La réforme constitutionnelle annoncée par les autorités sénégalaises entre dans une phase de consultations élargies. Une délégation de la Coalition de la société civile pour l’application des conclusions des Assises nationales et des travaux de la Commission nationale de réforme des institutions a rencontré le groupe parlementaire Takku Wallu, principale formation d’opposition à l’Assemblée nationale. Cette rencontre marque un jalon dans la préparation d’un débat public qui s’annonce dense, alors que l’exécutif dirigé par Bassirou Diomaye Faye a inscrit la refondation institutionnelle parmi ses priorités.
Un dialogue transpartisan autour de la révision constitutionnelle
La démarche engagée par la société civile vise à obtenir des engagements clairs des différentes forces politiques sur le contenu et le calendrier de la révision. Les Assises nationales, tenues à partir de 2008 à l’initiative d’un large arc politique et citoyen, avaient produit un corpus de recommandations sur la limitation du mandat présidentiel, la séparation des pouvoirs et la modernisation de l’administration. Les travaux ultérieurs de la Commission nationale de réforme des institutions, la CNRI, dirigée par le constitutionnaliste Amadou Mahtar Mbow, ont prolongé cette réflexion en 2013 sans que l’ensemble de ses préconisations n’ait été mis en œuvre.
La coalition citoyenne entend précisément replacer ces textes au cœur du débat parlementaire. En sollicitant Takku Wallu, elle envoie un signal politique : la refondation ne peut être l’apanage d’une majorité, aussi confortable soit-elle. Le groupe parlementaire, qui rassemble les députés proches de l’ancien président Macky Sall et d’autres sensibilités du camp libéral, dispose d’un poids d’audit et de contre-proposition sur les projets de loi organique à venir.

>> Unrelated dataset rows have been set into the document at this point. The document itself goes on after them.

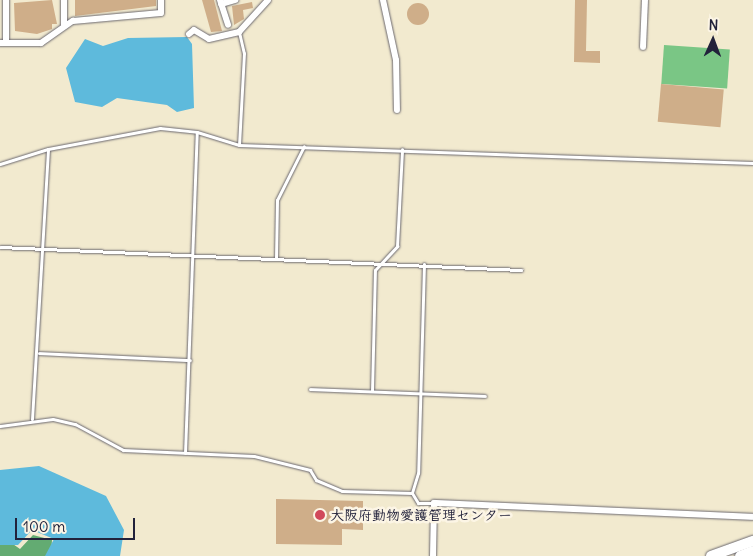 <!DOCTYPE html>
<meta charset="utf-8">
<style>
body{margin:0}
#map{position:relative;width:753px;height:556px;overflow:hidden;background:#f2eacf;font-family:Delius,"Klee One",sans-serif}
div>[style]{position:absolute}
.green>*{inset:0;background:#7ac685;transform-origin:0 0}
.forest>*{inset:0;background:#63ab72}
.water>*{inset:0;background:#5ebadc}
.building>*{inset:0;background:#cfae89;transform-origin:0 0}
.round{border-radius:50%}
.roads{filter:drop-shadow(0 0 1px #6b686f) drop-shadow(0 0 1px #6b686f)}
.service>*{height:3px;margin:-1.5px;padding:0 1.5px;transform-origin:1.5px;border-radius:1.5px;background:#fff}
.minor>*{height:6px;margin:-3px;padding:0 3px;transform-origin:3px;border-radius:3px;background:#fff}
.primary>*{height:10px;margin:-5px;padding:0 5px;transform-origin:5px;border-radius:5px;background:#fff}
.motorway>*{height:11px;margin:-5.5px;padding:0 5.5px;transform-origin:5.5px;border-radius:5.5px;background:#fff}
.dots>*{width:14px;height:14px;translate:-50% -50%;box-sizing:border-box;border:2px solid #fcf5e5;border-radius:50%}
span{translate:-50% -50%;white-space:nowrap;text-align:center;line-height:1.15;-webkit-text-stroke:5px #fcf5e5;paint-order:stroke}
.poi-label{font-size:14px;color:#22223b;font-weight:700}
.left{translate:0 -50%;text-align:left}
.north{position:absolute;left:688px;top:15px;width:50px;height:50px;-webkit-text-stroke:4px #fcf5e5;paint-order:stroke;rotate:2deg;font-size:14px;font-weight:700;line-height:20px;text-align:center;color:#22223b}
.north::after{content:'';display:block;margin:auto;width:18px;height:22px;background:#22223b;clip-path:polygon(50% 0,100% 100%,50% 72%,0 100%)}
.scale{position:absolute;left:15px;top:518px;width:120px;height:22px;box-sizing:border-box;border:2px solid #22223b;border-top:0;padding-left:6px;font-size:15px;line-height:18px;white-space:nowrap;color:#22223b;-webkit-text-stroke:4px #fcf5e5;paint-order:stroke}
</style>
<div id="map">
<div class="green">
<i style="left:664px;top:45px;width:66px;height:39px;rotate:4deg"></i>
</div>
<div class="forest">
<i style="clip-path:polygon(0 535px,20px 549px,33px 535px,52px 540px,51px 556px,0 556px)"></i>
</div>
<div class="water">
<i style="clip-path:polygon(187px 37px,192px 44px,194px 108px,177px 112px,167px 105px,117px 98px,102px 107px,75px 102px,66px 68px,85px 39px,103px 46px,128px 38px)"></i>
<i style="clip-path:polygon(39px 466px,106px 496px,124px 530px,120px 556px,45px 556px,54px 539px,32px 530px,18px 545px,0 545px,0 470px)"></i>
</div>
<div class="building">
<i style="clip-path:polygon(52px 0,57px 24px,52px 24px,52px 29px,37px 34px,15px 31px,14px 3px)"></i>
<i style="clip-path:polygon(75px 0,156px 0,156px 6px,75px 16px)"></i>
<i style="clip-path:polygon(202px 0,214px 0,222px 31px,211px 32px)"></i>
<i style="clip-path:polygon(575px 0,587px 0,586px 51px,600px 51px,600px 63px,574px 62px)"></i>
<i style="clip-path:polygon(252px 2px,253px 8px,243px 10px,244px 19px,234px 25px,232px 6px)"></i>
<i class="round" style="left:407px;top:3px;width:22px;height:22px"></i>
<i style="left:661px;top:84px;width:63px;height:38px;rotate:5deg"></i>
<i style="clip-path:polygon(276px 499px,363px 501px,363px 530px,342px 529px,342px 545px,276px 544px)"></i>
</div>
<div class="roads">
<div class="service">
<i style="left:239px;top:32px;width:22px;rotate:77deg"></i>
<i style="left:244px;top:53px;width:92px;rotate:93.1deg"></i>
<i style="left:0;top:164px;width:50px;rotate:-17.4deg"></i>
<i style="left:48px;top:149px;width:114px;rotate:-10.6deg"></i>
<i style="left:160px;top:128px;width:37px;rotate:6deg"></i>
<i style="left:197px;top:132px;width:44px;rotate:17.2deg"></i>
<i style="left:239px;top:145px;width:514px;rotate:2.01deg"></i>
<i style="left:0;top:247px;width:522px;rotate:2.53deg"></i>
<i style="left:276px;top:258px;width:58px;rotate:-89deg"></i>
<i style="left:277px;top:200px;width:60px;rotate:-63.4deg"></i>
<i style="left:424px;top:264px;width:209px;rotate:91.6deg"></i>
<i style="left:418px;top:473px;width:21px;rotate:107deg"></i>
<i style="left:412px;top:493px;width:12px;rotate:59deg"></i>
<i style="left:418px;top:503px;width:16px"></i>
<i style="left:39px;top:353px;width:151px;rotate:2.7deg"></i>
<i style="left:310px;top:389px;width:175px;rotate:2.3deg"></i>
<i style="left:372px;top:391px;width:121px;rotate:-88.6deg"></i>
<i style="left:375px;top:270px;width:33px;rotate:-47deg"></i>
<i style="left:397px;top:246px;width:97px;rotate:-87deg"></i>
<i style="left:32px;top:419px;width:270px;rotate:-86.6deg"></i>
<i style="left:0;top:426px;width:53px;rotate:-7.5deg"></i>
<i style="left:53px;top:419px;width:23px;rotate:13deg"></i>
<i style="left:75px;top:424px;width:55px;rotate:28.4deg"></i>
<i style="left:123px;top:450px;width:131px;rotate:2.6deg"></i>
<i style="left:254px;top:456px;width:58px;rotate:14deg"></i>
<i style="left:310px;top:470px;width:12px;rotate:59deg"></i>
<i style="left:316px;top:480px;width:28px;rotate:23deg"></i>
<i style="left:342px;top:491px;width:70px;rotate:1.6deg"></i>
<i style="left:185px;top:453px;width:321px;rotate:-87.9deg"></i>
</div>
<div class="minor">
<i style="left:6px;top:0;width:43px;rotate:90deg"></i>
<i style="left:64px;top:0;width:26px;rotate:90deg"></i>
<i style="left:220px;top:0;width:26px;rotate:72deg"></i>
<i style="left:383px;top:0;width:61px;rotate:77.8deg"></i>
<i style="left:396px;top:60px;width:50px;rotate:88.9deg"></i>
<i style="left:221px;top:4px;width:15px;rotate:-16deg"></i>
<i style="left:189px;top:34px;width:6px;rotate:-39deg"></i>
<i style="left:194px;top:30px;width:17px;rotate:31deg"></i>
<i style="left:209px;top:39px;width:31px;rotate:-13deg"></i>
<i style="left:239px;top:32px;width:43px;rotate:-47.8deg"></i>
<i style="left:0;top:43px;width:41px"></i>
<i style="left:41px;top:43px;width:39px;rotate:-35deg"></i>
<i style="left:73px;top:21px;width:88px;rotate:-5.2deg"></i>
<i style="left:161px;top:13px;width:13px;rotate:-90deg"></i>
<i style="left:643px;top:47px;width:47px;rotate:-87.6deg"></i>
<i style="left:433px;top:556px;width:53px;rotate:-88.9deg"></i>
<i style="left:434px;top:503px;width:319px;rotate:2.5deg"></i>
</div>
<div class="primary">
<i style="left:711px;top:556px;width:45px;rotate:-19.7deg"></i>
</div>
<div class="motorway">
<i style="left:740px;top:556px;width:14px;rotate:-21deg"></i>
</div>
</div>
<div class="dots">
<i style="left:320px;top:515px;background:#d1495b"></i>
</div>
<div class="poi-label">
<span class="left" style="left:330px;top:515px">大阪府動物愛護管理センター</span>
</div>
<div class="north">N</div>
<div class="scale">100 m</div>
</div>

Takku Wallu, un interlocuteur politique en reconfiguration
Pour la formation dirigée par les héritiers de l’Alliance pour la République, ces consultations offrent une tribune stratégique. Après la large victoire du parti Pastef aux législatives anticipées de novembre 2024, l’opposition parlementaire cherche des relais dans la société civile pour peser sur l’agenda législatif. Le format retenu, celui d’une écoute préalable à toute prise de position formelle, permet aux deux camps de baliser le terrain sans engagement irréversible.
Les sujets susceptibles d’alimenter la discussion sont connus. La suppression ou le maintien du Conseil économique, social et environnemental, la réforme du Conseil constitutionnel, l’encadrement des pouvoirs du chef de l’État, la place du Premier ministre et le statut de l’opposition figurent parmi les points saillants héritiers des Assises. À cela s’ajoute la question du régime électoral, plusieurs voix plaidant pour l’introduction d’un scrutin proportionnel partiel afin de mieux refléter le pluralisme politique.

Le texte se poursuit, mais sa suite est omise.